(Collected data entries)
──────

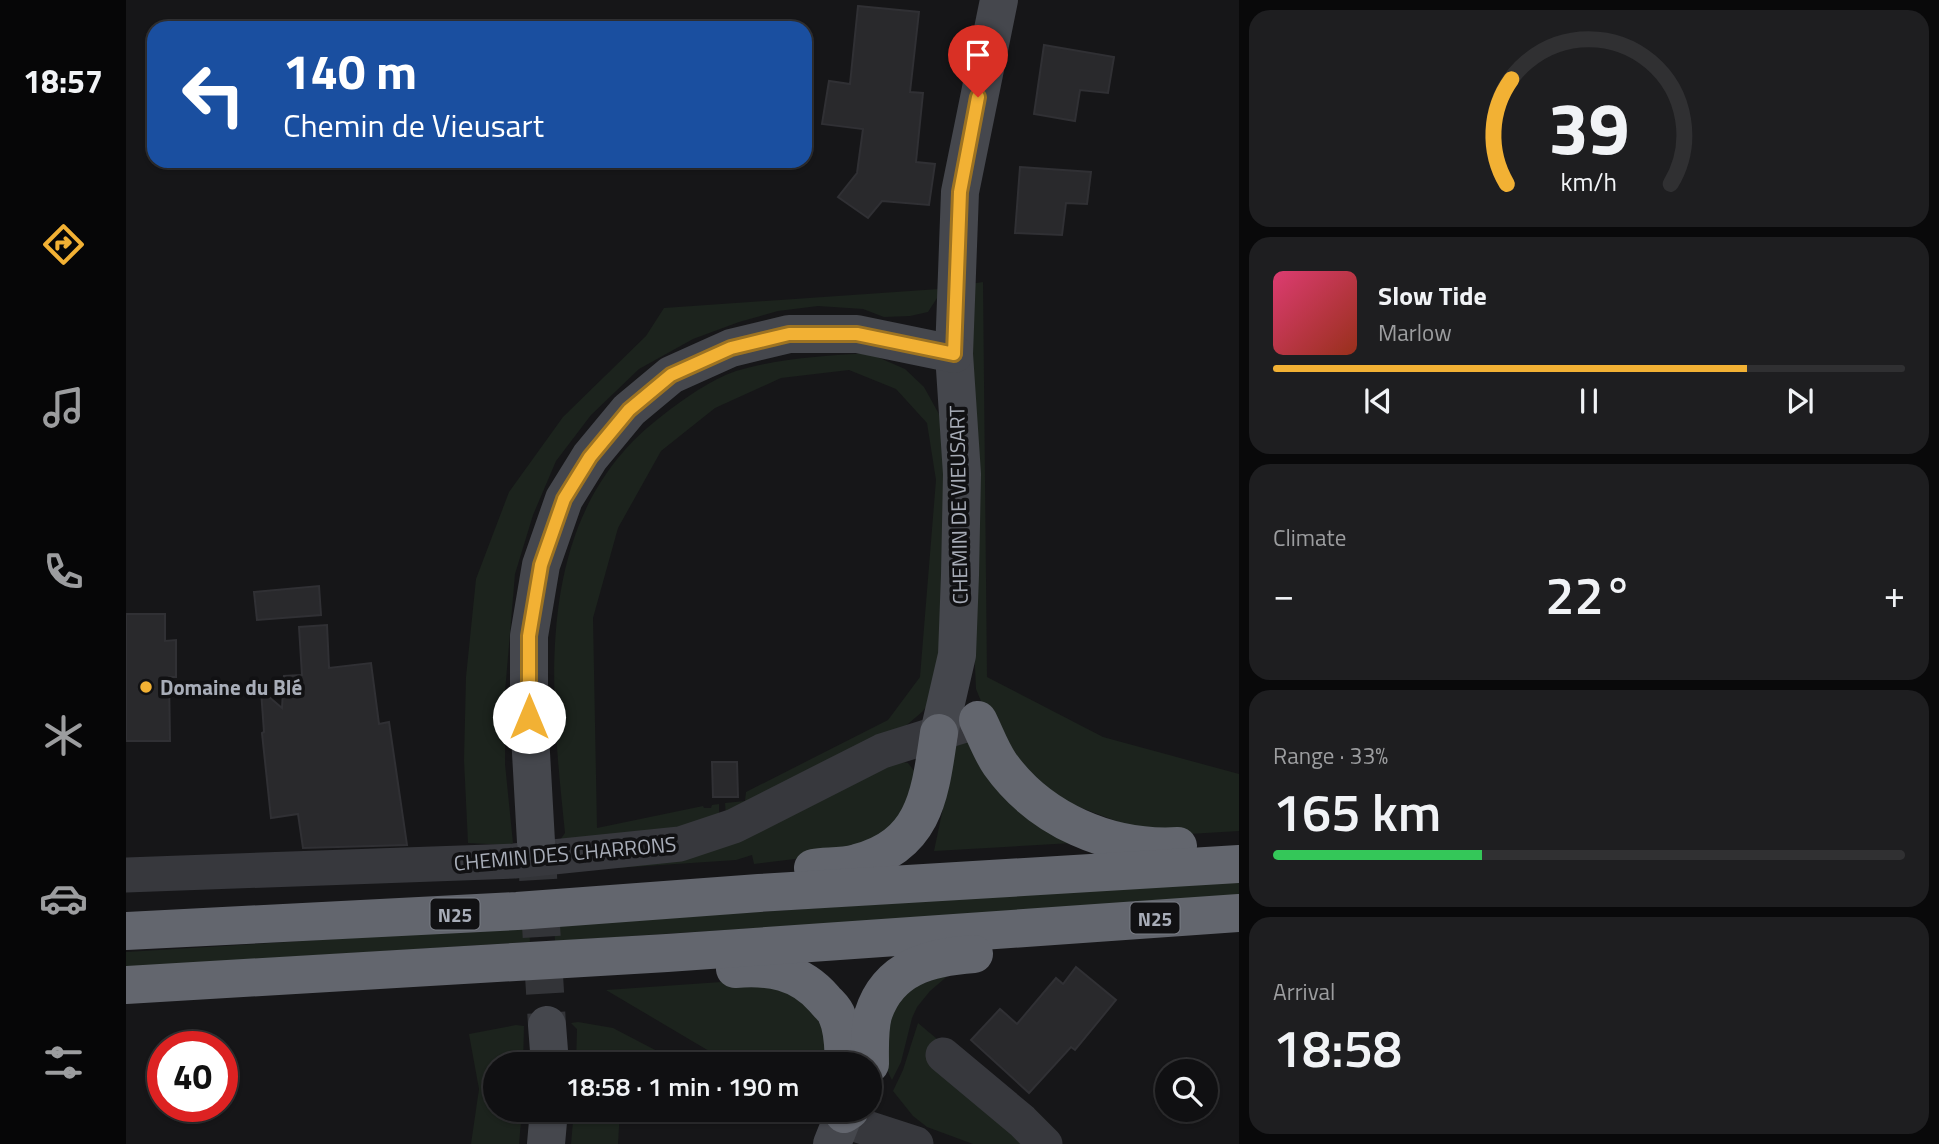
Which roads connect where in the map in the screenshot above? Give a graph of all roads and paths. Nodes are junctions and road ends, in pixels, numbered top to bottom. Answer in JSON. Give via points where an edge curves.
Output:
{"nodes":[{"id":1,"x":999,"y":0,"type":"edge"},
{"id":2,"x":954,"y":354,"type":"junction"},
{"id":3,"x":957,"y":655,"type":"junction"},
{"id":4,"x":978,"y":720,"type":"junction"},
{"id":5,"x":939,"y":733,"type":"junction"},
{"id":6,"x":1239,"y":841,"type":"edge"},
{"id":7,"x":536,"y":842,"type":"tunnel mouth"},
{"id":8,"x":1239,"y":864,"type":"edge"},
{"id":9,"x":126,"y":875,"type":"edge"},
{"id":10,"x":759,"y":893,"type":"junction"},
{"id":11,"x":1239,"y":912,"type":"edge"},
{"id":12,"x":1072,"y":924,"type":"junction"},
{"id":13,"x":126,"y":931,"type":"edge"},
{"id":14,"x":667,"y":953,"type":"junction"},
{"id":15,"x":126,"y":985,"type":"edge"},
{"id":16,"x":547,"y":1025,"type":"tunnel mouth"},
{"id":17,"x":549,"y":1052,"type":"edge"},
{"id":18,"x":844,"y":1052,"type":"edge"},
{"id":19,"x":871,"y":1052,"type":"edge"},
{"id":20,"x":943,"y":1055,"type":"dead end"},
{"id":21,"x":548,"y":1122,"type":"edge"},
{"id":22,"x":852,"y":1122,"type":"edge"},
{"id":23,"x":546,"y":1144,"type":"edge"},
{"id":24,"x":916,"y":1144,"type":"edge"},
{"id":25,"x":1045,"y":1144,"type":"edge"}],
"edges":[{"from":1,"to":2,"type":"street","name":"CHEMIN DE VIEUSART","via":[[960,192]]},
{"from":2,"to":3,"type":"street","name":"CHEMIN DE VIEUSART","via":[[962,474]]},
{"from":2,"to":7,"type":"street","via":[[857,334],[789,334],[731,348],[671,375],[629,410],[590,457],[564,499],[541,565],[529,636]]},
{"from":3,"to":4,"type":"street","name":"CHEMIN DE VIEUSART"},
{"from":3,"to":5,"type":"street","name":"CHEMIN DE VIEUSART"},
{"from":4,"to":5,"type":"street","name":"CHEMIN DES CHARRONS"},
{"from":4,"to":6,"type":"highway","via":[[999,763],[1025,793],[1065,823],[1119,843],[1154,848]]},
{"from":5,"to":9,"type":"street","name":"CHEMIN DES CHARRONS","via":[[882,751],[734,826],[680,844],[514,861]]},
{"from":5,"to":10,"type":"highway","via":[[930,792],[908,835],[884,853],[855,863],[771,872]]},
{"from":8,"to":10,"type":"highway","number":"N25"},
{"from":10,"to":13,"type":"highway","number":"N25"},
{"from":11,"to":12,"type":"highway","number":"N25"},
{"from":12,"to":14,"type":"highway","number":"N25"},
{"from":12,"to":19,"type":"highway","via":[[1055,948],[947,956],[916,964],[883,993],[873,1016]]},
{"from":14,"to":15,"type":"highway","number":"N25"},
{"from":14,"to":18,"type":"highway","via":[[680,974],[748,968],[781,970],[802,980],[837,1014]]},
{"from":16,"to":17,"type":"street"},
{"from":20,"to":25,"type":"street"},
{"from":21,"to":23,"type":"street"},
{"from":22,"to":24,"type":"street"}]}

──────

About this task » Looking at the entries above, state how many lines contain "tunnel"; give the number alone.

Your solution » 2